*** DATA SHOWN ***
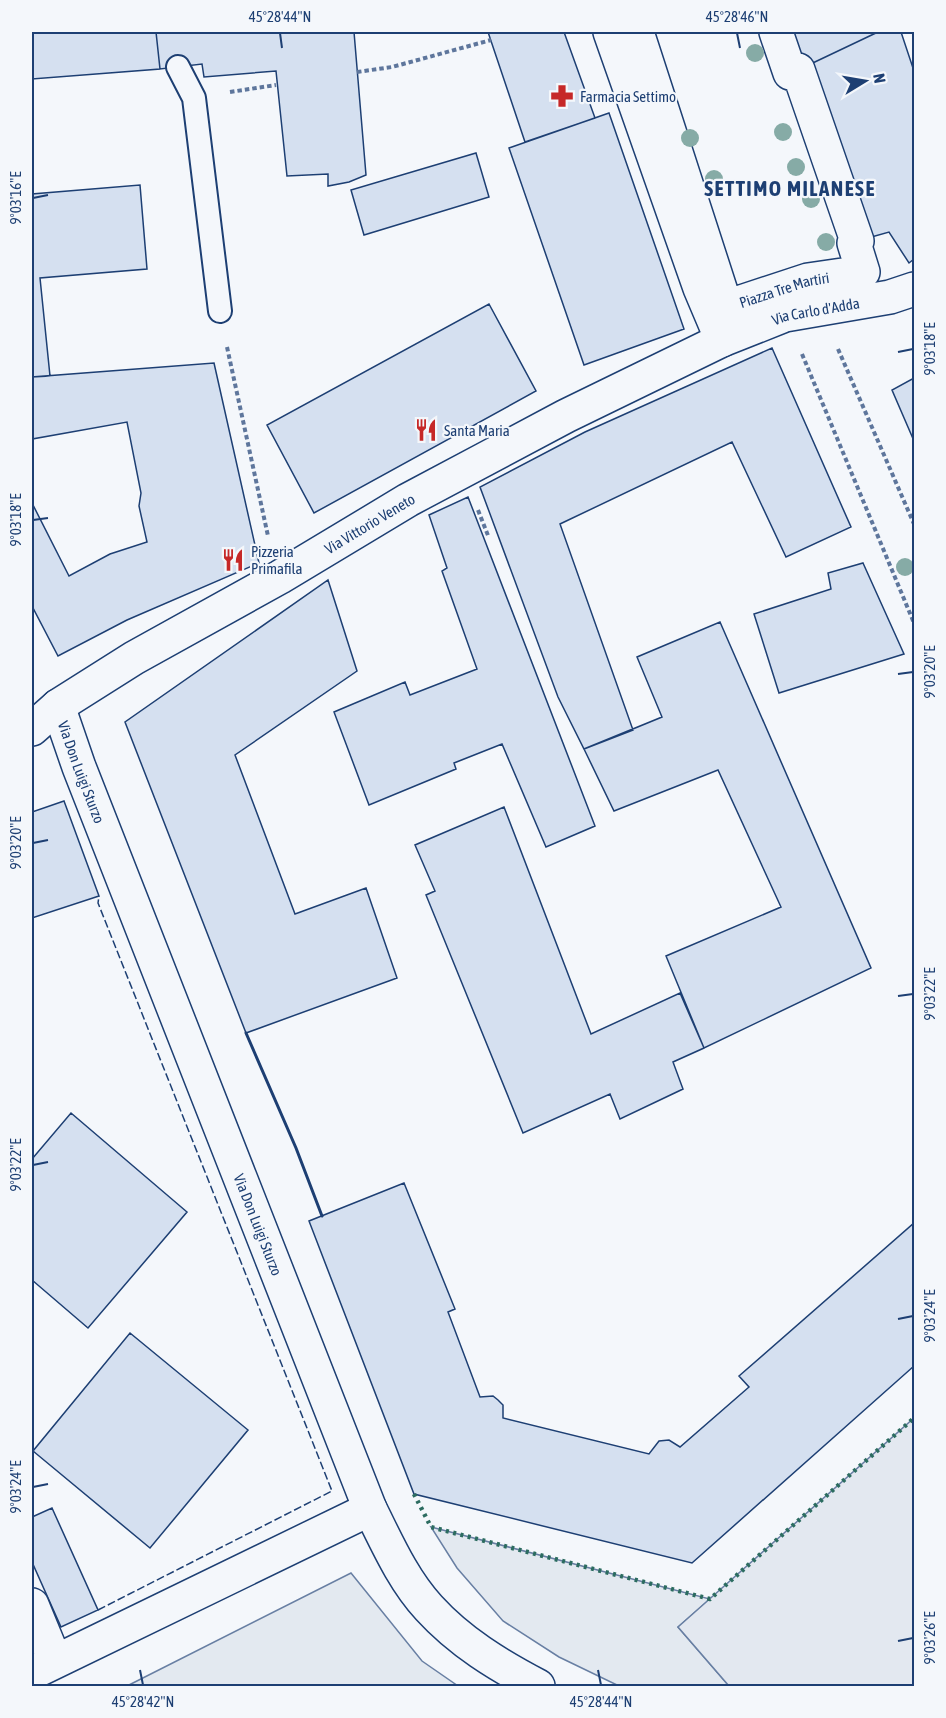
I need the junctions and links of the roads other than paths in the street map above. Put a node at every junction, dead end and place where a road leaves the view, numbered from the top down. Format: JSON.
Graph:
{"nodes":[{"id":1,"x":610,"y":32,"type":"edge"},
{"id":2,"x":637,"y":32,"type":"edge"},
{"id":3,"x":776,"y":32,"type":"edge"},
{"id":4,"x":178,"y":67,"type":"dead end"},
{"id":5,"x":915,"y":289,"type":"edge"},
{"id":6,"x":220,"y":311,"type":"road end"},
{"id":7,"x":722,"y":340,"type":"junction"},
{"id":8,"x":58,"y":706,"type":"junction"},
{"id":9,"x":32,"y":729,"type":"edge"},
{"id":10,"x":370,"y":1509,"type":"junction"},
{"id":11,"x":32,"y":1605,"type":"edge"},
{"id":12,"x":43,"y":1667,"type":"edge"},
{"id":13,"x":538,"y":1686,"type":"edge"}],
"edges":[{"from":1,"to":7,"type":"street"},
{"from":2,"to":3,"type":"street","name":"Piazza Tre Martiri"},
{"from":4,"to":6,"type":"lane"},
{"from":5,"to":7,"type":"street","name":"Via Carlo d'Adda"},
{"from":7,"to":8,"type":"street","name":"Via Vittorio Veneto"},
{"from":8,"to":9,"type":"street","name":"Via Vittorio Veneto"},
{"from":8,"to":10,"type":"street","name":"Via Don Luigi Sturzo"},
{"from":10,"to":12,"type":"street"},
{"from":10,"to":13,"type":"street","name":"Via Don Luigi Sturzo"},
{"from":11,"to":12,"type":"street"}]}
*** End of DATA SHOWN ***
Print the records again exactly, without the pictures.

I need the junctions and links of the roads other than paths in the street map above. Put a node at every junction, dead end and place where a road leaves the view, numbered from the top down. Format: JSON.
Graph:
{"nodes":[{"id":1,"x":610,"y":32,"type":"edge"},
{"id":2,"x":637,"y":32,"type":"edge"},
{"id":3,"x":776,"y":32,"type":"edge"},
{"id":4,"x":178,"y":67,"type":"dead end"},
{"id":5,"x":915,"y":289,"type":"edge"},
{"id":6,"x":220,"y":311,"type":"road end"},
{"id":7,"x":722,"y":340,"type":"junction"},
{"id":8,"x":58,"y":706,"type":"junction"},
{"id":9,"x":32,"y":729,"type":"edge"},
{"id":10,"x":370,"y":1509,"type":"junction"},
{"id":11,"x":32,"y":1605,"type":"edge"},
{"id":12,"x":43,"y":1667,"type":"edge"},
{"id":13,"x":538,"y":1686,"type":"edge"}],
"edges":[{"from":1,"to":7,"type":"street"},
{"from":2,"to":3,"type":"street","name":"Piazza Tre Martiri"},
{"from":4,"to":6,"type":"lane"},
{"from":5,"to":7,"type":"street","name":"Via Carlo d'Adda"},
{"from":7,"to":8,"type":"street","name":"Via Vittorio Veneto"},
{"from":8,"to":9,"type":"street","name":"Via Vittorio Veneto"},
{"from":8,"to":10,"type":"street","name":"Via Don Luigi Sturzo"},
{"from":10,"to":12,"type":"street"},
{"from":10,"to":13,"type":"street","name":"Via Don Luigi Sturzo"},
{"from":11,"to":12,"type":"street"}]}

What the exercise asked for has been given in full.